[Math] Biased coin problem using Chebyshev’s inequality

chebyshev polynomialsdiscrete mathematicsprobability

I'm confused how to solve the following question:

Consider a biased coin, in which Pr(heads)=0.6. Assume 100 independent flips of this coin, and use Chebyshev's inequality to bound Pr(heads≤50).
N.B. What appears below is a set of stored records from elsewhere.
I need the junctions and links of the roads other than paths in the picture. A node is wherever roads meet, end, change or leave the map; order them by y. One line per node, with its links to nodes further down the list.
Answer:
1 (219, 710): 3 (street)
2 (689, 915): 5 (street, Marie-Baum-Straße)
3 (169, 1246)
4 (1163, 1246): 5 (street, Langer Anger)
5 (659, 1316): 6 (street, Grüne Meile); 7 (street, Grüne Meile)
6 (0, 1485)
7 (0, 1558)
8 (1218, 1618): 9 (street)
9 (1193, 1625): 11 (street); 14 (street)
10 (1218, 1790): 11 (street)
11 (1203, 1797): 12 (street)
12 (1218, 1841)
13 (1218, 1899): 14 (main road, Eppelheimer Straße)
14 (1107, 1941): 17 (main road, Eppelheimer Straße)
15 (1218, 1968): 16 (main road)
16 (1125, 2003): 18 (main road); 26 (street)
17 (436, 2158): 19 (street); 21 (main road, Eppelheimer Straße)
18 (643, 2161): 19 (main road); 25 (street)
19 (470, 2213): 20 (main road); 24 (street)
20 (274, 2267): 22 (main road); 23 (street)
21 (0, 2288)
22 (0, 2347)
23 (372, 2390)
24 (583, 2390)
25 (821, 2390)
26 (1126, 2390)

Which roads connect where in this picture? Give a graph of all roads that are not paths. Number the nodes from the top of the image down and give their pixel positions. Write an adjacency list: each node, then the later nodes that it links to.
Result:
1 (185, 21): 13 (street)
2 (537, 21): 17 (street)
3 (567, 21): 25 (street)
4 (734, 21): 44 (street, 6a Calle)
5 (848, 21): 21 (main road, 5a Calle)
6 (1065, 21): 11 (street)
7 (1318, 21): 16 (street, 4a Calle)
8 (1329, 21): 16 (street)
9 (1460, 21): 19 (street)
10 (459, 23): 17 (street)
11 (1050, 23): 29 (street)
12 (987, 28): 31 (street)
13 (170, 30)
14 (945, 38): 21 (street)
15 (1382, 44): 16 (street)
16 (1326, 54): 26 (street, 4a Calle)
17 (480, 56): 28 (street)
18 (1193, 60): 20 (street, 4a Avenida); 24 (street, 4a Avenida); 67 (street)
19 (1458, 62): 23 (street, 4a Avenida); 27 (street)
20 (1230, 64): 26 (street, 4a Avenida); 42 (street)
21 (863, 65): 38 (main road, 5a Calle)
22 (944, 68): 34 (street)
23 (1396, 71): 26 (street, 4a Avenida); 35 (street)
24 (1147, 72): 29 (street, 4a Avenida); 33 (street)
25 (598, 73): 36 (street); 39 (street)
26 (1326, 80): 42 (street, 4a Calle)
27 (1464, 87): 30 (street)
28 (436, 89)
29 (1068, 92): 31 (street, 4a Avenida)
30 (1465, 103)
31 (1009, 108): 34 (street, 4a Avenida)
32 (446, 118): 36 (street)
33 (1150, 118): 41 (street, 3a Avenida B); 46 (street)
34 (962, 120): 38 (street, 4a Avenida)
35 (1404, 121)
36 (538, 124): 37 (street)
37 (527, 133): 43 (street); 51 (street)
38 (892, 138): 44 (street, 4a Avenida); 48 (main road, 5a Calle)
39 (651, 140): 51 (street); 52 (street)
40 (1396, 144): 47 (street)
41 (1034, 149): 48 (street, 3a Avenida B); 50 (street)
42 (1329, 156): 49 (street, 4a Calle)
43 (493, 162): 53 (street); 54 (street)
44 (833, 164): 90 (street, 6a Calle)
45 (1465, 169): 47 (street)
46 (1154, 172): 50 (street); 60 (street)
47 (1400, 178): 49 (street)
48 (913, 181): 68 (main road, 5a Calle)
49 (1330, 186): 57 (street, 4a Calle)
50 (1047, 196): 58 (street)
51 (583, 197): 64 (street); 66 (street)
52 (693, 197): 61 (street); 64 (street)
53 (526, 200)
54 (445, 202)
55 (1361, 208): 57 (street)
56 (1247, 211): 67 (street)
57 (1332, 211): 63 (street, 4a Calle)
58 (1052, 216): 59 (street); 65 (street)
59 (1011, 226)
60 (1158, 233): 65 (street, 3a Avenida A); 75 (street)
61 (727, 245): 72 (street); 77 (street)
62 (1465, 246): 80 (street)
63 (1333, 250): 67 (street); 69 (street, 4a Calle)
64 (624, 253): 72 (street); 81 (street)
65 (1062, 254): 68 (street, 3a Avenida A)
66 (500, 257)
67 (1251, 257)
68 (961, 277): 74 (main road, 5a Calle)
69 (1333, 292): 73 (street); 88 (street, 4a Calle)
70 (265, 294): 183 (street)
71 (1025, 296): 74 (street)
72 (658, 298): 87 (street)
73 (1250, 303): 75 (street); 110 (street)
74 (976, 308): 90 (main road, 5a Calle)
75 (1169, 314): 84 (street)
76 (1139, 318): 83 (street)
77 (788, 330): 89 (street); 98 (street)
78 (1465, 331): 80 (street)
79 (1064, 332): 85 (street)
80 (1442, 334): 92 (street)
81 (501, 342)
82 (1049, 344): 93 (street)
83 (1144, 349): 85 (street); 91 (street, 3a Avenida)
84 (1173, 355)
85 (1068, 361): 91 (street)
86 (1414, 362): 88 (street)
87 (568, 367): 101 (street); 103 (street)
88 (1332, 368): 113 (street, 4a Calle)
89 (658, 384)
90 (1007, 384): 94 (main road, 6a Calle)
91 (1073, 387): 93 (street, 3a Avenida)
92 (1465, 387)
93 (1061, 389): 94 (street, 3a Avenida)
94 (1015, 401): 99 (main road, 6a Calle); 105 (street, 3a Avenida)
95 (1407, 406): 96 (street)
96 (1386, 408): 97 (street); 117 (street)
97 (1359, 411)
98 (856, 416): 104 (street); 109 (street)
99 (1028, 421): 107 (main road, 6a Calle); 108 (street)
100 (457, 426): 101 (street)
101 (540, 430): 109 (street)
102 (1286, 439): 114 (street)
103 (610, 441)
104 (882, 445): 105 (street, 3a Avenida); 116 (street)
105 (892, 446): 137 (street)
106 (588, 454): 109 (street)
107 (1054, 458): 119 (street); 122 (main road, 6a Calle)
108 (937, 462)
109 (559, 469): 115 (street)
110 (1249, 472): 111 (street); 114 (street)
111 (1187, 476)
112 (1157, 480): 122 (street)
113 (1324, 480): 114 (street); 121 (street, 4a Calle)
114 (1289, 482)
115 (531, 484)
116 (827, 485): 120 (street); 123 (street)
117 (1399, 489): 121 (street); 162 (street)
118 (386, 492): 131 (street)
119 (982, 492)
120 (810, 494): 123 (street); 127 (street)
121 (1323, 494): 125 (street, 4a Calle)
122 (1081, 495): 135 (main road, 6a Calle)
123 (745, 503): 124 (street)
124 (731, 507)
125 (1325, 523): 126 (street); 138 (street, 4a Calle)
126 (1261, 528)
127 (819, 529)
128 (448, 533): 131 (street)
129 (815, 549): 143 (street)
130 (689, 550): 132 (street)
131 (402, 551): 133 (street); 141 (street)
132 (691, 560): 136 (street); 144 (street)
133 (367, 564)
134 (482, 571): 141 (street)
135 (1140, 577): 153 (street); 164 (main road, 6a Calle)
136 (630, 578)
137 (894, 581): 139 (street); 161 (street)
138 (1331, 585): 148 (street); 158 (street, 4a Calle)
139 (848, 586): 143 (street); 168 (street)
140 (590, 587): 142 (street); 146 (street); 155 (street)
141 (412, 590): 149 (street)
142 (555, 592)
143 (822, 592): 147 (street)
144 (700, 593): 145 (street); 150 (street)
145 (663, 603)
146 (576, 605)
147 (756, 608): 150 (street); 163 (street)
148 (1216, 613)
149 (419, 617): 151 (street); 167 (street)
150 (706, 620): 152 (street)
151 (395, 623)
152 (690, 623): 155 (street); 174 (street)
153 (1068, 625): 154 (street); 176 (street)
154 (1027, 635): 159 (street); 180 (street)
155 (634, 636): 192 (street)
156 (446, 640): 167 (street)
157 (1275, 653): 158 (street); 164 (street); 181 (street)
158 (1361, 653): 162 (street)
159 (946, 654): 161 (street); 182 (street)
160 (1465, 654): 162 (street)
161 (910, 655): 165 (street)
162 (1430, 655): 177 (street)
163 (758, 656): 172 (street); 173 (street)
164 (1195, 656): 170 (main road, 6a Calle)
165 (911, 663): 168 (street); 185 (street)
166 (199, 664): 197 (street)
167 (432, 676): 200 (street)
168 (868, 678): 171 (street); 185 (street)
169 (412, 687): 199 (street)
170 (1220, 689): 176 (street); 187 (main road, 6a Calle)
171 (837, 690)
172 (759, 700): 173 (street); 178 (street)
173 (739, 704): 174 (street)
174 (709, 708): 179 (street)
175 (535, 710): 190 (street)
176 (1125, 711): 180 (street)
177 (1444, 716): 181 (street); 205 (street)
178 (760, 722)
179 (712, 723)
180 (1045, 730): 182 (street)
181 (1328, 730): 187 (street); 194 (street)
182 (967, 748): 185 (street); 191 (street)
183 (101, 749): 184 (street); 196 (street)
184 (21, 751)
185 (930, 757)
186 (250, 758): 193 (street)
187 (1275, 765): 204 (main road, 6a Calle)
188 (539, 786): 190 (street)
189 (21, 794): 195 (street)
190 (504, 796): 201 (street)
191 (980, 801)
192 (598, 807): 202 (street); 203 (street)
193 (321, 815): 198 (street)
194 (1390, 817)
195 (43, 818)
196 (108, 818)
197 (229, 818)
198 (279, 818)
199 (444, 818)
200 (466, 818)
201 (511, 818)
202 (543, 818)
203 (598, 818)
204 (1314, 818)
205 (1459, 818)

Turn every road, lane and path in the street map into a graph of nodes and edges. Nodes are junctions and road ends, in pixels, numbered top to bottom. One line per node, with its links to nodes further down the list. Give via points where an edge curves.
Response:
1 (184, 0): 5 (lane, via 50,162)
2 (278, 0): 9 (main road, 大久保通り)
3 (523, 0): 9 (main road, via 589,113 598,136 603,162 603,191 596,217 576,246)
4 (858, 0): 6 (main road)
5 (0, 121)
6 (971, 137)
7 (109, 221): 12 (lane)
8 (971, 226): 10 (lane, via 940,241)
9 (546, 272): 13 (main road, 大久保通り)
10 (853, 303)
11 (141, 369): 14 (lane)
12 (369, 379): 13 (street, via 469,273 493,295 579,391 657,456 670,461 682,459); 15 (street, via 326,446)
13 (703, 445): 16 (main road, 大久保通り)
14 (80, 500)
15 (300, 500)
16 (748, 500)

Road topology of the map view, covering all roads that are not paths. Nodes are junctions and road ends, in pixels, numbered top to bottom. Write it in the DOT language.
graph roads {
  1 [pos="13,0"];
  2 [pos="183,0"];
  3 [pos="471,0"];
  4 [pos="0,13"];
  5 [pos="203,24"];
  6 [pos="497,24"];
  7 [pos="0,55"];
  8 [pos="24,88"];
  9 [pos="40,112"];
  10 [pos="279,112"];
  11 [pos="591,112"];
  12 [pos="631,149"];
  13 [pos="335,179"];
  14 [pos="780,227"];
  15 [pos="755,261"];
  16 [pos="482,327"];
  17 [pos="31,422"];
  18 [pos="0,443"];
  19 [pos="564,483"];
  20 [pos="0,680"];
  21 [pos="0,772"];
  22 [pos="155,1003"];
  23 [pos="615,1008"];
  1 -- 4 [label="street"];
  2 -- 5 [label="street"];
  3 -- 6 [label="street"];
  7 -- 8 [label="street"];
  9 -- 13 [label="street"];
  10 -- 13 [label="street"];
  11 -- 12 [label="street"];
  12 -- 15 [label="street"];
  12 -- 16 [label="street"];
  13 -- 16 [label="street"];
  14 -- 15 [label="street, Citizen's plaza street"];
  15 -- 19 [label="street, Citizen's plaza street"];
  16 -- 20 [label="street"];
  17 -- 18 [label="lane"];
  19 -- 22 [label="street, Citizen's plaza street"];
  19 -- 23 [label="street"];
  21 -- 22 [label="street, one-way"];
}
We are given the modified formula of Chebyshev's inequality: $$ Pr(|heads – \frac{n}{2}| ≥ c\sqrt{n}) ≤ \frac{V(heads)}{(c\sqrt{n})^2} $$


Edit:

I got 6/25, could someone help me check my answer? –

$$ Pr(|X-60| ≥ a) ≤ \frac{np(1-p)}{a^2} $$
$$ Pr(x≤50) ≤ Pr(x≤50 *or* x≥70) < (.24*100)/100 $$

Best Answer

The Chebyshev inequality says that $$ P(|X-E(X)| \ge c) \le \frac{\mathrm{Var(X)}}{c^2}.$$

Since the number of heads is binomially distributed with $n=100$ and $p=0.6,$ you can use the formula $\mathrm{Var(X) = np(1-p)}$ to compute the variance. The mean $E(X) = np = 60.$

The probability that there are $\le 50$ heads is the probability that there at least $10$ fewer than the mean. This is only one tail (whereas the inequality written above is for two tails) but it will still hold for the one tail, it will just be an even worse overestimate. So you can plug $c=10$ and whatever you calculate for $\mathrm{Var}(X)$ into the formula and get a valid inequality.